Load or construct resource from config.

Parameters:
  • config (Dict) – Resource config.

  • dryrun (bool, optional) – Whether to construct resource or load as dryrun (Default: False)

get_or_to(system: str | Cluster, process: str | Dict | None = None, name: str | None = None)[source]

Check if the module already exists on the cluster, and if so return the module object. If not, put the module on the cluster and return the remote module.

Parameters:
  • system (str or Cluster) – The system to setup the module.

  • process (str or Dict, optional) – The process to run the module on, if it’s a Dict, it will be explicitly created with those args. or the set of requirements necessary to run the module. (Default: None)

  • name (Optional[str], optional) – Name to give to the module resource, if you wish to rename it. (Default: None)

Example

>>> remote_df = Model().get_or_to(my_cluster, name="remote_model")
property local

Helper property to allow for access to local properties, both public and private.

Example

>>> my_module.local.my_property >>> my_module.local._my_private_property
>>> my_module.local.size = 14
method_signature(method)[source]

Method signature, consisting of method properties to preserve when sending the method over the wire.
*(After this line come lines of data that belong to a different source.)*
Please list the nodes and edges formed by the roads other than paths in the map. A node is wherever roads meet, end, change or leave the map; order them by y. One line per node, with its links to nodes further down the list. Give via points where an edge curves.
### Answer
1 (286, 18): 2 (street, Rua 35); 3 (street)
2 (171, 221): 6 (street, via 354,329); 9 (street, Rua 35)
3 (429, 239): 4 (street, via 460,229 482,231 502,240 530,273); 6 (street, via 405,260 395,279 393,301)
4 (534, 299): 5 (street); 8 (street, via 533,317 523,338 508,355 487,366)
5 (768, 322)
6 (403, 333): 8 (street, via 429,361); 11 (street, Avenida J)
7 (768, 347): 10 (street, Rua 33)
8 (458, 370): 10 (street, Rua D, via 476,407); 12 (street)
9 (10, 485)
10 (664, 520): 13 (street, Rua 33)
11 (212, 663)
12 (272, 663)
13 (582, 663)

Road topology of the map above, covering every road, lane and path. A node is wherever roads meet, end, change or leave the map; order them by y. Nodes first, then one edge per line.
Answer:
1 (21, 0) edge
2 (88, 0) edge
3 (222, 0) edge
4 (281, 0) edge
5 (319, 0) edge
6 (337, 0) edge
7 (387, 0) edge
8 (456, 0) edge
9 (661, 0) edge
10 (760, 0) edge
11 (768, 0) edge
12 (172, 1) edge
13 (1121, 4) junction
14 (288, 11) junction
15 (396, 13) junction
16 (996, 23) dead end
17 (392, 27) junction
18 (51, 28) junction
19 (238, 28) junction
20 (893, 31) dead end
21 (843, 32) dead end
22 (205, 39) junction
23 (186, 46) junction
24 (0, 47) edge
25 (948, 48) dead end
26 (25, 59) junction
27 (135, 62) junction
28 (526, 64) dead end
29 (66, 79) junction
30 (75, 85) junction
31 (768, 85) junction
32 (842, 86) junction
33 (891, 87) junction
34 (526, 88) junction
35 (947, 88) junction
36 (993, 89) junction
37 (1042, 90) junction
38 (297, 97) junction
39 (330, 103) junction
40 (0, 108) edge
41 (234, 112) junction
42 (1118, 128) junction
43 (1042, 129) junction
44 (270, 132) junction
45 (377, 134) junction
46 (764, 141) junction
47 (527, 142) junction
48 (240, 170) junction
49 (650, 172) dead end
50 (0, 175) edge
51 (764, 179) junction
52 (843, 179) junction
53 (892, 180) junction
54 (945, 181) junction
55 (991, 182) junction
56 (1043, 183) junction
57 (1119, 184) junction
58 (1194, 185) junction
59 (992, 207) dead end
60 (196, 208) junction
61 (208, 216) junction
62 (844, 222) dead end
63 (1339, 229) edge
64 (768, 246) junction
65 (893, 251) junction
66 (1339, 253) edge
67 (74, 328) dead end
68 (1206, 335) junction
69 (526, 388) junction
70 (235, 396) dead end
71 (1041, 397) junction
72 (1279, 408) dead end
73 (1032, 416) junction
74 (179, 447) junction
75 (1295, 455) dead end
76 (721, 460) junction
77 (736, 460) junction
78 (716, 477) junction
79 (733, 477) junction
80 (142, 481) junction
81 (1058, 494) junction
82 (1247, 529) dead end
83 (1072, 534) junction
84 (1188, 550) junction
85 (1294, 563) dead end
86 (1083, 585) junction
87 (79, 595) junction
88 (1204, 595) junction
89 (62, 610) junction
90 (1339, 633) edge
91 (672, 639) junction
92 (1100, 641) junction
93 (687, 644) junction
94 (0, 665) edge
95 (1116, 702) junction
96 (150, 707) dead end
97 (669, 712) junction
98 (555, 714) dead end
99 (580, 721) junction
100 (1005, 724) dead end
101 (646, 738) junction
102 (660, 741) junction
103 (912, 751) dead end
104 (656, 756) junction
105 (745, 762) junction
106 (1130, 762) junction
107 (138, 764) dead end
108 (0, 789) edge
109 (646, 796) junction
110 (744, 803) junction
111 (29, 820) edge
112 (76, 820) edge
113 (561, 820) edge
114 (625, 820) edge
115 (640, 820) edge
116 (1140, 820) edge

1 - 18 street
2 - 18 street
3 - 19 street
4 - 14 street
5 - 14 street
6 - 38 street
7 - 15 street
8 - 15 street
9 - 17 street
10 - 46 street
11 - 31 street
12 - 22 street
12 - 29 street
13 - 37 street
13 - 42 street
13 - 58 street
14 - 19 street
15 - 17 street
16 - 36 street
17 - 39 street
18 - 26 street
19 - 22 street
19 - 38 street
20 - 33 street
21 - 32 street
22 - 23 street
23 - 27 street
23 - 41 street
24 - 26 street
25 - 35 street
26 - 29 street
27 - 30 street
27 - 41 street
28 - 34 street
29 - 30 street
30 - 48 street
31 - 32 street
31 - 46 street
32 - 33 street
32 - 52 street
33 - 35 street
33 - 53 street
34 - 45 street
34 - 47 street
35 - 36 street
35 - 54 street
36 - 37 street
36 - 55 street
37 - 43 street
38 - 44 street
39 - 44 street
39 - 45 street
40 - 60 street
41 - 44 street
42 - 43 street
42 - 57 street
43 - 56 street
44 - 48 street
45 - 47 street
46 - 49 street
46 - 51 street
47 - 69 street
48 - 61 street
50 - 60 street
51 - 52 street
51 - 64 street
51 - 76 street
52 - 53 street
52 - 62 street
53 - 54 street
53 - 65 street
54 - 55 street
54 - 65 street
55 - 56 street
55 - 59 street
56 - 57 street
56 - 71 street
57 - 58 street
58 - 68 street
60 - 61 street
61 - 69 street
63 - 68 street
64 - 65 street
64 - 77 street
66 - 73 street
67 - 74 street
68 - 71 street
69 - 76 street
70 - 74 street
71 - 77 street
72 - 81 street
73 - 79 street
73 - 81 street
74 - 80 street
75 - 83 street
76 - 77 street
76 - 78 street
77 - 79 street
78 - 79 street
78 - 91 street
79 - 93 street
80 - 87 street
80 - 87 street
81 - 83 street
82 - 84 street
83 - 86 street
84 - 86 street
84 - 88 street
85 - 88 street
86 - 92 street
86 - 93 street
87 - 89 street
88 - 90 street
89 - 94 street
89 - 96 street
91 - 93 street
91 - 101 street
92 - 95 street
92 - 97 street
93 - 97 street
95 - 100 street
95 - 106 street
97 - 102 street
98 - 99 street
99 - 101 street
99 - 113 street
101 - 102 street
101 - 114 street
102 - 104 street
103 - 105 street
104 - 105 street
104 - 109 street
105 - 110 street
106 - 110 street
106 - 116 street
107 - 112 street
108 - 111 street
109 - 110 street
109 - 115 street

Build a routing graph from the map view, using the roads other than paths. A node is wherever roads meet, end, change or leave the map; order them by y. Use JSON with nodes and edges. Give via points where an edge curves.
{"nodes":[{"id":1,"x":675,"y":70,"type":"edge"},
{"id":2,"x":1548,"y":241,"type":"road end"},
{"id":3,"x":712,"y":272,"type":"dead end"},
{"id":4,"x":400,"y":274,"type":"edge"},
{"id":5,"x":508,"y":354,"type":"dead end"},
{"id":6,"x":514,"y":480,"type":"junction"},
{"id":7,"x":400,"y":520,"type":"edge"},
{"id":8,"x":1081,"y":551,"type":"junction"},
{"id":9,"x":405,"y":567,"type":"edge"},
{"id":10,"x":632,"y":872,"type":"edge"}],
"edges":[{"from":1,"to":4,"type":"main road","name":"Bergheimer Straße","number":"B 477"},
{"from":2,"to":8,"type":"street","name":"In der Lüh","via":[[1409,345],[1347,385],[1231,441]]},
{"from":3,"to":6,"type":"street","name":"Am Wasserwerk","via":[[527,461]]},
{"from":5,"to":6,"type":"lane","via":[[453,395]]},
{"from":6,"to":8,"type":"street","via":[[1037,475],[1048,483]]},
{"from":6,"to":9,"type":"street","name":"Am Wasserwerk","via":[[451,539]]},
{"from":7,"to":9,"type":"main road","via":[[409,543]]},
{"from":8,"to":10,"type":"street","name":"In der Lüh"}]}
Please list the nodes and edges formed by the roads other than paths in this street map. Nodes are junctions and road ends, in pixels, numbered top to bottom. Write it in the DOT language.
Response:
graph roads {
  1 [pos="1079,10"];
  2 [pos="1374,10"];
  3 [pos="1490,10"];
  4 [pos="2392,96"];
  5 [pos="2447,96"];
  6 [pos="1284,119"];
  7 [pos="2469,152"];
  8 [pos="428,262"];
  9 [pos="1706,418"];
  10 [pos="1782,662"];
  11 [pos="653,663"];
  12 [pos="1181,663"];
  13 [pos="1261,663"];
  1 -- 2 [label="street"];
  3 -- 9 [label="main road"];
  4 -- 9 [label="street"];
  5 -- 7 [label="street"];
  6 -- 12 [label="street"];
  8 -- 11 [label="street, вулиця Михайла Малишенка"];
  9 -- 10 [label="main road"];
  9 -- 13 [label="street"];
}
openapi_spec(spec_name: str | None = None)[source]

Generate an OpenAPI spec for the module.

Parameters:

spec_name (str, optional) – Spec name for the OpenAPI spec.

refresh()[source]

Update the resource in the object store.

property remote

Helper property to allow for access to remote properties, both public and private. Returning functions is not advised.

Example

>>> my_module.remote.my_property >>> my_module.remote._my_private_property >>> my_module.remote.size = 14
rename(name: str)[source]

Rename the module.

Parameters:

name (str) – Name to rename the module to.

replicate(num_replicas: int = 1, replicas_per_node: int | None = None, names: List[str] = None, processes: List[Process] | None = None, parallel: bool = False)[source]

Replicate the module on the cluster in new processes and return the new modules.

Parameters:
  • num_relicas (int, optional) – Number of replicas of the module to create. (Default: 1)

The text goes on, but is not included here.